To get me in optimistic mood, Herman’s Hermits and I’m Into Something Good. Yes I know, profoundly corny, but the effervescence of the early 60s will always makes me feel slightly better about the world. It’s an atavistic, childhood nostalgia thing. Next up, and in a similar vein, but two decades further along the pop timeline, was the Housemartins, and Happy Hour. Final part of my planned mood-making trilogy was another huge slab of musical cheese: the London Marathon theme music. Ron Goodwin’s The Trap.

By now I’d reached the canal, and with optimistic grin in place, the music moved onto hardcore Podrunner with an hour of high tempo electronica to drive me along the towpath and off into the hills. I’d not been on these monsters since the early Boston training days of more than a year ago, and I struggled to get up the worst of them without walking. Then a flattish mile before the hills begin again. By now, 6 miles in, I was tiring, and it was time to deploy my secret weapon: a PowerGel with a use by date of 2003. I found it at the back of a cupboard this morning. I’ve long moved on from this nasty brand of gels, but thought… for old time’s sake….? According to the fading lettering, it was once lemon flavoured, but time had diminished much that was recognisable in the citrus department. Instead it had thickened up, and seemed reluctant to emerge from its packaging. Once I’d squeezed it into submission, I found that it had taken on a semi-pleasant toffee character. I wonder if this is a new discovery? Perhaps runners will take to careful cellaring of PowerGels, treating them like fine vintages of red Bordeaux.

But anyway, it seemed to do the job, though without a swig of the water I’d sensibly brought along for the ride, it would probably still be clamping my teeth together, and I would be tapping this out in the waiting room of the local A & E Department.

Newly invigorated, I got a rhythm going again as I left the hills behind and vanished from human view into the network of wet and muddy bridlepaths that criss-cross this patch of West Berkshire. Two or three miles later I rejoined the world of man, finding myself on the long straight farm track that again, I’d not been on since the distant days of marathon training, last spring.

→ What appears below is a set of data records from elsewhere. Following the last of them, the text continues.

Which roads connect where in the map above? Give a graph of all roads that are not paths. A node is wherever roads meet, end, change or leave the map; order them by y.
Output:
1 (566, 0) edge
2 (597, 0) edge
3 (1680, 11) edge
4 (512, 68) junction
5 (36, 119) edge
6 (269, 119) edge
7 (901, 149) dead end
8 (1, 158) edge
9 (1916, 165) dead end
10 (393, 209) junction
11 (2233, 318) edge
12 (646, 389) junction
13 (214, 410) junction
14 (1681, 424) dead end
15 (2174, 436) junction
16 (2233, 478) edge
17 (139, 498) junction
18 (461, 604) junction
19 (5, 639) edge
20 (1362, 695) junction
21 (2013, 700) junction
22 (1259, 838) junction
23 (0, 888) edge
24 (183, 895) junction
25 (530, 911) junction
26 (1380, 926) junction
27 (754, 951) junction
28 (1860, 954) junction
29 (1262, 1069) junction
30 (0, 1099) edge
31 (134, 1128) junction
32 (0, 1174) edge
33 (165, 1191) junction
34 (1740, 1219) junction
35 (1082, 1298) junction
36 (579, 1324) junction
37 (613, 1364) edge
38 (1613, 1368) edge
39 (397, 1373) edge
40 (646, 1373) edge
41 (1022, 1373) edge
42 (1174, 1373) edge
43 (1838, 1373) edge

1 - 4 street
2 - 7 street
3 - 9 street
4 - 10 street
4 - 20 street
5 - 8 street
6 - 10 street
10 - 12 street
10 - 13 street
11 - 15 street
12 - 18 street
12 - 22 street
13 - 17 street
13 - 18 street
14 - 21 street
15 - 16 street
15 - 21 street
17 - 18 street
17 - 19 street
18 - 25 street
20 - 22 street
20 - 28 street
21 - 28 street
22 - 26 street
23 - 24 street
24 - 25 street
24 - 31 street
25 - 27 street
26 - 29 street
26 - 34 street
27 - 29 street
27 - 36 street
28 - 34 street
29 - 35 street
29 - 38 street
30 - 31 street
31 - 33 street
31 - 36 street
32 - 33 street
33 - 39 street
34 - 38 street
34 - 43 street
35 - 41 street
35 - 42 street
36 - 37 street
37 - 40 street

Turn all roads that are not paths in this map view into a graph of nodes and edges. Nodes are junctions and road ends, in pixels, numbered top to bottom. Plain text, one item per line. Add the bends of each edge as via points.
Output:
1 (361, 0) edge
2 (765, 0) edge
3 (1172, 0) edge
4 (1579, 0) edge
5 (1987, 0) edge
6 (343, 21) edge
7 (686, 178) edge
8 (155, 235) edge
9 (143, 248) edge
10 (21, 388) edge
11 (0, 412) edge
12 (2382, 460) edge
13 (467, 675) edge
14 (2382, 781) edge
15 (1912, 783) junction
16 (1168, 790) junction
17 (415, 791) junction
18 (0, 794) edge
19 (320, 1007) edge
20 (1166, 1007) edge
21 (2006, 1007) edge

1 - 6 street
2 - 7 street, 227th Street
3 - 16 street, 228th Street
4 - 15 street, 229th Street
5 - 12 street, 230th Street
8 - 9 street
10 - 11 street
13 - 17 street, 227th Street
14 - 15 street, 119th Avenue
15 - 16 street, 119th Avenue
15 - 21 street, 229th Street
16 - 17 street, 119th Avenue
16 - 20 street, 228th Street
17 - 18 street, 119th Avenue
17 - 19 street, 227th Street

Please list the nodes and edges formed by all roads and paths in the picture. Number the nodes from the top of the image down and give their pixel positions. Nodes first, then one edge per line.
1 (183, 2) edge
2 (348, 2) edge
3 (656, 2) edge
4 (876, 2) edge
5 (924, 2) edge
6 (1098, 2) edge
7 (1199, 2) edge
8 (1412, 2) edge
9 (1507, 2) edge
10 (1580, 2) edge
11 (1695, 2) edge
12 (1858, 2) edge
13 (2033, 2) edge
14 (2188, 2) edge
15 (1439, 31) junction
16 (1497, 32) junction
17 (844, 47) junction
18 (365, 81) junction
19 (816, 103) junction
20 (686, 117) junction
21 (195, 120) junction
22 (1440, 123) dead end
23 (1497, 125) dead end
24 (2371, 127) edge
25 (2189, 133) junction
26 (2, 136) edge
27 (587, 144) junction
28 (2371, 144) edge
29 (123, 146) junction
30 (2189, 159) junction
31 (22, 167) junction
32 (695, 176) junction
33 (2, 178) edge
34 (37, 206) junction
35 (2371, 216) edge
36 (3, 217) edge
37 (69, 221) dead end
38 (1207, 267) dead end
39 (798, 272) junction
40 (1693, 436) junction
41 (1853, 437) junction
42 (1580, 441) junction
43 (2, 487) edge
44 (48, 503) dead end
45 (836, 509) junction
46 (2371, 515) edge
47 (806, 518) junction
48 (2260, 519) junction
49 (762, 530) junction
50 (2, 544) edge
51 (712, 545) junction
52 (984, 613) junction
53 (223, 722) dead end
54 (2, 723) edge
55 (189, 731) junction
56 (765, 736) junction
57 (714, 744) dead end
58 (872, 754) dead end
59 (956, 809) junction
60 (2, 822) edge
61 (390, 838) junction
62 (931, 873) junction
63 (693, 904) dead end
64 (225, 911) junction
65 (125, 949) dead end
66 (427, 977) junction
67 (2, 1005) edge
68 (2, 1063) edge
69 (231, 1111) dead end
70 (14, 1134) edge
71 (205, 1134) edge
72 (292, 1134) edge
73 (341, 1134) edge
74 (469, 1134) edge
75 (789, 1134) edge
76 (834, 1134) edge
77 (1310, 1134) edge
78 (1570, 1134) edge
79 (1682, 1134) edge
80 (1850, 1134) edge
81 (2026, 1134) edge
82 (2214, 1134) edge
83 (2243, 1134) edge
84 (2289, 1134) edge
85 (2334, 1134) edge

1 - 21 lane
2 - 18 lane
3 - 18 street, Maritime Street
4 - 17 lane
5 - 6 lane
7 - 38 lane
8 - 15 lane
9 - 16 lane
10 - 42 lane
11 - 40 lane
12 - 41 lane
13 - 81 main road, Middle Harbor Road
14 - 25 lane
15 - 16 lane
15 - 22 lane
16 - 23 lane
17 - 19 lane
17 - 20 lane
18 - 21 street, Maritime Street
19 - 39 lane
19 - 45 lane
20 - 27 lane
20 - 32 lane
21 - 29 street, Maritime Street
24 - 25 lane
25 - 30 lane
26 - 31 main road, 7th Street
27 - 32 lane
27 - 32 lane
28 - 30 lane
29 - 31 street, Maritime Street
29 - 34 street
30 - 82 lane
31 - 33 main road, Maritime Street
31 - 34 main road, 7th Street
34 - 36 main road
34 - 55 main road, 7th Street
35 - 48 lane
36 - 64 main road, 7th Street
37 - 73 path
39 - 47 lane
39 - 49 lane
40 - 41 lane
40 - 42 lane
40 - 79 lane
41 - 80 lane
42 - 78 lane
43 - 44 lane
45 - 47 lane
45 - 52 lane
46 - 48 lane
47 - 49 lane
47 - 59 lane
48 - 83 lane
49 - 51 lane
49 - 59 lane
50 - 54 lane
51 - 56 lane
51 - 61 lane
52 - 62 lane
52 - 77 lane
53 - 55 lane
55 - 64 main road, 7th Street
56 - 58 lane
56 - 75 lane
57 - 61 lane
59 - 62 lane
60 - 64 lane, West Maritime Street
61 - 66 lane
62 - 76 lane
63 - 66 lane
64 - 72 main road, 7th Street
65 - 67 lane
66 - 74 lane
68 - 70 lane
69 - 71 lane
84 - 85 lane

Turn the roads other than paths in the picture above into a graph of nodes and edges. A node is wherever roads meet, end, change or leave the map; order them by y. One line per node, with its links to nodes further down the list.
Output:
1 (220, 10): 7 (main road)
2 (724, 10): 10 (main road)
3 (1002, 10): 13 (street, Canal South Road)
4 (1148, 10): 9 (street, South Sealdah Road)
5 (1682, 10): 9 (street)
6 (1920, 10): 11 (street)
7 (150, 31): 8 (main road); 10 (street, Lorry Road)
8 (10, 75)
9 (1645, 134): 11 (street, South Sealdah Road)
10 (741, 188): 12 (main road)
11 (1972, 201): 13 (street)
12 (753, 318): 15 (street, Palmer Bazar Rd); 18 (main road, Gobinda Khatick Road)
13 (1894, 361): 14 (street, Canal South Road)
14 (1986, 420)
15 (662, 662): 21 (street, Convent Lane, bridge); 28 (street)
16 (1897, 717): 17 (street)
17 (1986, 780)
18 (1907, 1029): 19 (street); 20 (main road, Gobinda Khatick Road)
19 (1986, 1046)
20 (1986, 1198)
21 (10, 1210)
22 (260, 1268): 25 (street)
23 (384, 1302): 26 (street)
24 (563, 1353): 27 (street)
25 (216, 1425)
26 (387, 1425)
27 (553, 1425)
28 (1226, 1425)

By the time I’d flapped to the end of this wearying stretch, I was 10½ miles closer to success than when I’d set off. The last 2 or 3 miles were the circuit I usually plod as my regular, round-the-block lunchtime quickie. But this time was very different from normal. I was well into a survival shuffle by now, and for the final mile, was reduced to a mix of running and walking. Runners with more integrity than me would have considered this a 12 mile run with a final mile of warm-down, but not me: oooh no. I’d trudged 13 miles, and was going to claim every painful yard, especially as the total for the week now stood at over 30.

And the calf? Good news. Once again, it was painful, but once again, never truly threatened to ping. I seem to be settling into a pattern of just having to run with an ache in the back of my left leg (and right, to a lesser extent). I can live with that. So perhaps the new insoles really are helping after all.

On balance then, a positive week, which also included two vigorous spinning sessions, on Tuesday and Saturday, with a solitary rest day on Friday. How does this bode for Almeria? Barring unexpected events this week, I’m confident I can get round in one piece, but I’ve abandoned previous musings about gunning for a PB. Instead, Almeria is now officially a training run, and I’ve give my spreadsheet the news. Four weeks today is the Wokingham Half, and if (big if) I can keep this week’s progress going, that might be a better opportunity. A lot can happen between now and then, however. Not just injury, but the Almeria Annual Festival of Binge Drinking and Over-Eating has to be negotiated. The danger is not so much in the weekend itself, but in giving me the excuse to extend the festivities beyond. I need to avoid that man-trap, and so I have a plan.